== Task goal ==
Transcribe the records exactly from the line with "Road topology of" to the end, both included.

== Data in this exercise ==
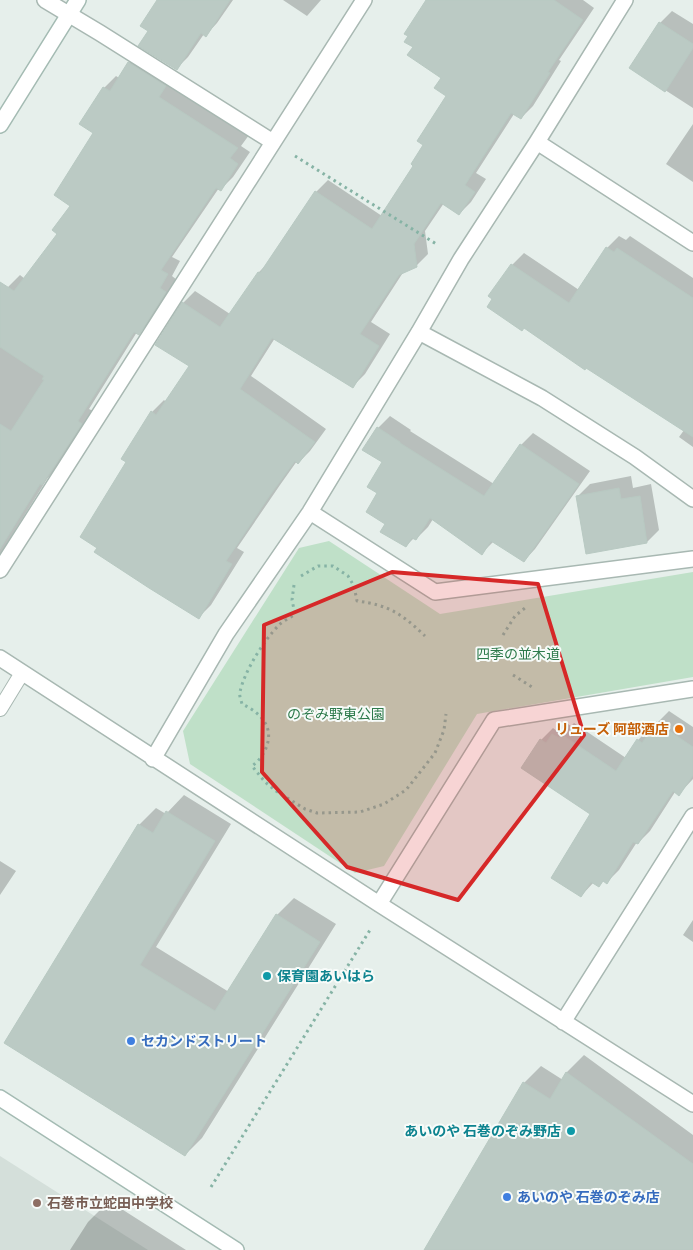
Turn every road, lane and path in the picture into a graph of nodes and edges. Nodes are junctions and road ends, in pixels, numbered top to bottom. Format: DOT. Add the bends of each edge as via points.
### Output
graph roads {
  1 [pos="45,0"];
  2 [pos="78,0"];
  3 [pos="364,0"];
  4 [pos="625,0"];
  5 [pos="69,15"];
  6 [pos="0,126"];
  7 [pos="273,142"];
  8 [pos="537,142"];
  9 [pos="693,243"];
  10 [pos="461,259"];
  11 [pos="419,332"];
  12 [pos="693,498"];
  13 [pos="310,512"];
  14 [pos="693,559"];
  15 [pos="0,570"];
  16 [pos="425,636"];
  17 [pos="0,658"];
  18 [pos="22,673"];
  19 [pos="693,689"];
  20 [pos="0,709"];
  21 [pos="446,714"];
  22 [pos="153,759"];
  23 [pos="693,816"];
  24 [pos="379,904"];
  25 [pos="370,930"];
  26 [pos="563,1022"];
  27 [pos="0,1098"];
  28 [pos="693,1104"];
  29 [pos="211,1187"];
  30 [pos="236,1250"];
  1 -- 5 [label="street"];
  2 -- 5 [label="street"];
  3 -- 7 [label="street"];
  4 -- 8 [label="street"];
  5 -- 6 [label="street"];
  5 -- 7 [label="street"];
  7 -- 10 [label="path"];
  7 -- 15 [label="street"];
  8 -- 9 [label="street"];
  8 -- 10 [label="street"];
  10 -- 11 [label="street"];
  11 -- 12 [label="street" via="542,398"];
  11 -- 13 [label="street"];
  13 -- 14 [label="street" via="436,592"];
  13 -- 22 [label="street" via="226,634"];
  16 -- 21 [label="path" via="400,614 372,603 357,602 354,586 342,571 332,566 318,566 302,574 293,586 295,614 280,624 264,643 246,675 240,694 242,704 254,709 269,732 263,754 252,766 276,791 305,809 317,813 360,812 384,804 406,790 434,753 444,730"];
  17 -- 18 [label="street"];
  18 -- 20 [label="lane"];
  18 -- 22 [label="street"];
  19 -- 24 [label="street" via="494,720"];
  22 -- 24 [label="street"];
  23 -- 26 [label="street"];
  24 -- 26 [label="street"];
  25 -- 29 [label="path"];
  26 -- 28 [label="street"];
  27 -- 30 [label="street"];
}
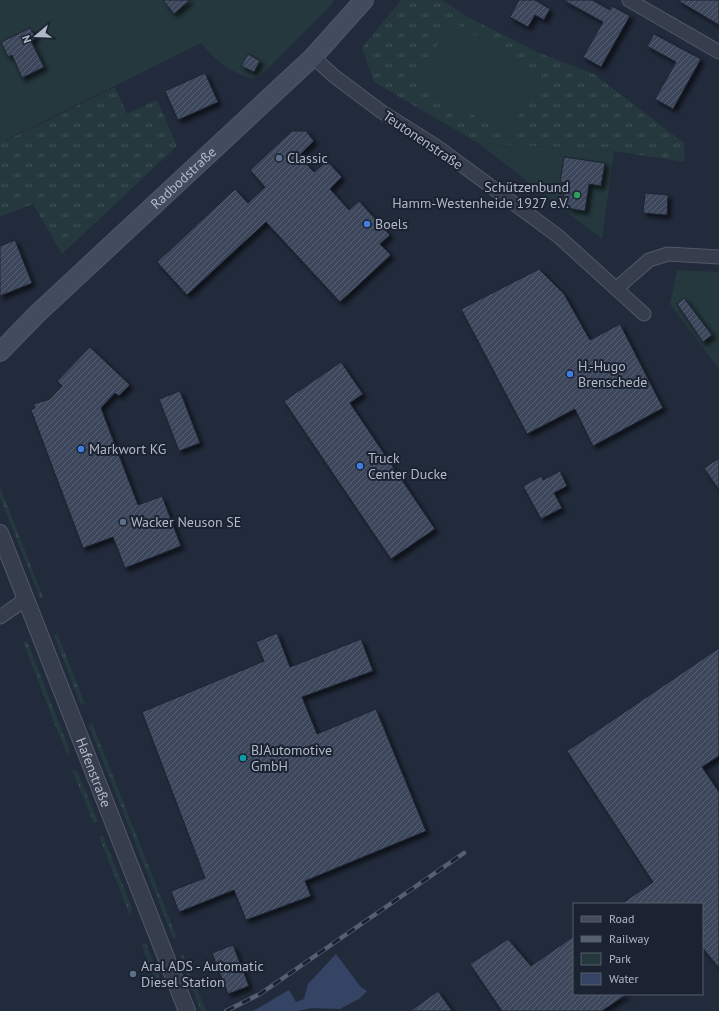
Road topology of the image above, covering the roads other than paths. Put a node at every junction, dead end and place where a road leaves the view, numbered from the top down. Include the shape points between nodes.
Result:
1 (364, 0) edge
2 (629, 0) edge
3 (719, 52) edge
4 (313, 58) junction
5 (719, 256) edge
6 (617, 288) junction
7 (644, 314) dead end
8 (3, 347) edge
9 (0, 533) edge
10 (26, 599) junction
11 (0, 617) edge
12 (187, 1011) edge

1 - 4 main road, Radbodstraße
2 - 3 street
4 - 6 street, Teutonenstraße via 382,112 436,146 558,236
4 - 8 main road, Radbodstraße
5 - 6 street via 668,254 649,260
6 - 7 street, Teutonenstraße
9 - 10 street, Hafenstraße
10 - 11 street
10 - 12 street, Hafenstraße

== Response to the exercise ==
Road topology of the image above, covering the roads other than paths. Put a node at every junction, dead end and place where a road leaves the view, numbered from the top down. Include the shape points between nodes.
Result:
1 (364, 0) edge
2 (629, 0) edge
3 (719, 52) edge
4 (313, 58) junction
5 (719, 256) edge
6 (617, 288) junction
7 (644, 314) dead end
8 (3, 347) edge
9 (0, 533) edge
10 (26, 599) junction
11 (0, 617) edge
12 (187, 1011) edge

1 - 4 main road, Radbodstraße
2 - 3 street
4 - 6 street, Teutonenstraße via 382,112 436,146 558,236
4 - 8 main road, Radbodstraße
5 - 6 street via 668,254 649,260
6 - 7 street, Teutonenstraße
9 - 10 street, Hafenstraße
10 - 11 street
10 - 12 street, Hafenstraße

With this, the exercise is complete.